Most of them were hired labourers, wages were small and starvation was staved off by part
payment in-kind* and by growing their own food, housing usually of a very low quality was also
part of the deal.

This deal was secured at hirings which took place every six months. Men and women came to a
local market town and offered themselves for hire. Once they had accepted the terms, shaken
hands and taken the "luck penny", they were bound to that master and might find themselves in
isolation, punitively overworked and with no redress for the next six months.

These hirings were also occasions for meeting old friends and relations, many having left their
families at the age of twelve or thirteen.
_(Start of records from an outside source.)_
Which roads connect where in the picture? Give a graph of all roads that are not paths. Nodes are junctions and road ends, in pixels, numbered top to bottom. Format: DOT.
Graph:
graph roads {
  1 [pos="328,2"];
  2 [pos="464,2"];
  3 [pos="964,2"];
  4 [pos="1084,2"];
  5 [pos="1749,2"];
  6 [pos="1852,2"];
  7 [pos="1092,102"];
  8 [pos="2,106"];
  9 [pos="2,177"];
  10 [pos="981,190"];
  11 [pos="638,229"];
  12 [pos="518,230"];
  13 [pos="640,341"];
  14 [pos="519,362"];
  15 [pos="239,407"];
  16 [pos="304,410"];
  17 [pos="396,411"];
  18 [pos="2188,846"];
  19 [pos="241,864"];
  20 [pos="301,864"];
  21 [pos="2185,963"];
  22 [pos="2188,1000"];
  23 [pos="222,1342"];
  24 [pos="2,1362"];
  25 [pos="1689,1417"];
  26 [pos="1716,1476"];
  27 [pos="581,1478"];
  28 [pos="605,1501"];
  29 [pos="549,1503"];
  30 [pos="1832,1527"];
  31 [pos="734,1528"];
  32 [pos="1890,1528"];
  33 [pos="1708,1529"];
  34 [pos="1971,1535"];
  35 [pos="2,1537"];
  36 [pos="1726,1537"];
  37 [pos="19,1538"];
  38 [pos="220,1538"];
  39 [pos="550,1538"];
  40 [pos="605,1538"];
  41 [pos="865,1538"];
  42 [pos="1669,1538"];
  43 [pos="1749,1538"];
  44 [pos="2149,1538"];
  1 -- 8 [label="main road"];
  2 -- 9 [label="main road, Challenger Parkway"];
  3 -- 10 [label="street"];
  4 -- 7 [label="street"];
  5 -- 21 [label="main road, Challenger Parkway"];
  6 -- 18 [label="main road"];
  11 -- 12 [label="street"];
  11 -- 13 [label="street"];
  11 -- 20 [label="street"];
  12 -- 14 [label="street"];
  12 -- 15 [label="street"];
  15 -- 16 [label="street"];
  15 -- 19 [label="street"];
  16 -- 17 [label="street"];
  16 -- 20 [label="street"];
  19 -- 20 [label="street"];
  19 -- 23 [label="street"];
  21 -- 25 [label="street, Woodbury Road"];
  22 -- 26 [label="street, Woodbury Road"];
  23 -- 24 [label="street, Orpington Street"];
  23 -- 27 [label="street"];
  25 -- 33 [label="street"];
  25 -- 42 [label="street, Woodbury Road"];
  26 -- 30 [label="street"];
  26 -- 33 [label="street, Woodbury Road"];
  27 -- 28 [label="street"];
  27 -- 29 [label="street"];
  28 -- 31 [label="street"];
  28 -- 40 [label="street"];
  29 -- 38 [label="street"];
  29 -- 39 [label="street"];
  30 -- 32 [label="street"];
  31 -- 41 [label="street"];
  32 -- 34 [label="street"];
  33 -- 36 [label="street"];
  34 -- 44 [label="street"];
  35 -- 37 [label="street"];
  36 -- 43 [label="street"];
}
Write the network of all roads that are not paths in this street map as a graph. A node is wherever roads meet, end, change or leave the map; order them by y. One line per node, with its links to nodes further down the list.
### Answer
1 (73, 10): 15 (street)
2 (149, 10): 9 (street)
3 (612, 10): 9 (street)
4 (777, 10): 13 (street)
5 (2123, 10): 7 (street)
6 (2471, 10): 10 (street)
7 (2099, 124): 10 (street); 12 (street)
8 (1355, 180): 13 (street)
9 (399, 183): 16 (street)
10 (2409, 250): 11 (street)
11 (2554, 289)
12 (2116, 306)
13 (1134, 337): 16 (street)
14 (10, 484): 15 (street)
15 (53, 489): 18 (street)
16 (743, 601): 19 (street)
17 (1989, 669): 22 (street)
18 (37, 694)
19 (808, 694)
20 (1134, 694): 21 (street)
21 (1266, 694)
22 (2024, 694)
At this time trade unionism was fighting to establish
itself against wide spread opposition, meanwhile seven year old children could be chained to a
machine literally and set to work for twelve hours a day.

*paid or given in goods, commodities, or services instead of money

Narration II - Before Who Will You Marry Then?

The village of Crossbridge was just as small and parochial as the place Emily had left with such
bold hopes. Sally - the daughter of a small time farmer - was her only companion through the
day, with the occasional exception of Jackson Pennington for whom Emily held an increasing
fascination.

Meanwhile Isaac was pursuing his great love - fox hunting - a past time so addictive to some in
that area that it came to posses the lives of men from all backgrounds. John Peel, a local man,
would be their hero.

Narration III - Opening of Act Two

About sixteen years have passed. The Tallentires like so many hundreds of thousands of others,
have moved off the land and sought out the industrial cities where wages were higher. In his
case, John has gone to the west Cumbrian coast to work in the privately owned pits* with his
brother Seth. These mines were regularly subject to disasters, in one at about this time two
hundred men and boys were killed.
Emily had two children. May, now sixteen and Harry a couple of years younger, and these two
having taken a half day holiday trip into the country to Crossbridge, from where John and Emily
had set out on their marriage, at the end of the last century (1800s).

*mines, especially coal mines

Narration IV - Before Farewell Song

After the great waves of First World War volunteers had been exhausted, recruiting officers
swept over the country in much the same way as they had done for hundreds of years. The
patriotism of the young men would be stirred or they would see it as a way out of boredom, or
they would get drunk and do it for a bet, and the British army would have more men for the
trenches.

"Come and see em', you should see em'! There's me Dad and Uncle Isaac and Uncle Seth and
everyone! Come on there's a band and everything!"

Narration V - After War Song

After the Great War the land fit for heroes soon turned out to be a land of broken promises,
millions were worse off than they had been before the war in 1914. The bitter reality of the
working class life was relieved by excursions on which at very little cost people would gather and
be part of a pageant of optimism.

The Crossbridge friendly society's annual day would be one such an occasion. This one, in 1920,
was however to be the last of its kind. These friendly societies had helped the poor and needy of
the Parish for over a hundred years, but times had moved on and other sources of help had
supplanted them. But a day like this would summon back those who had enjoyed such days in
the past. Among them, John and Emily.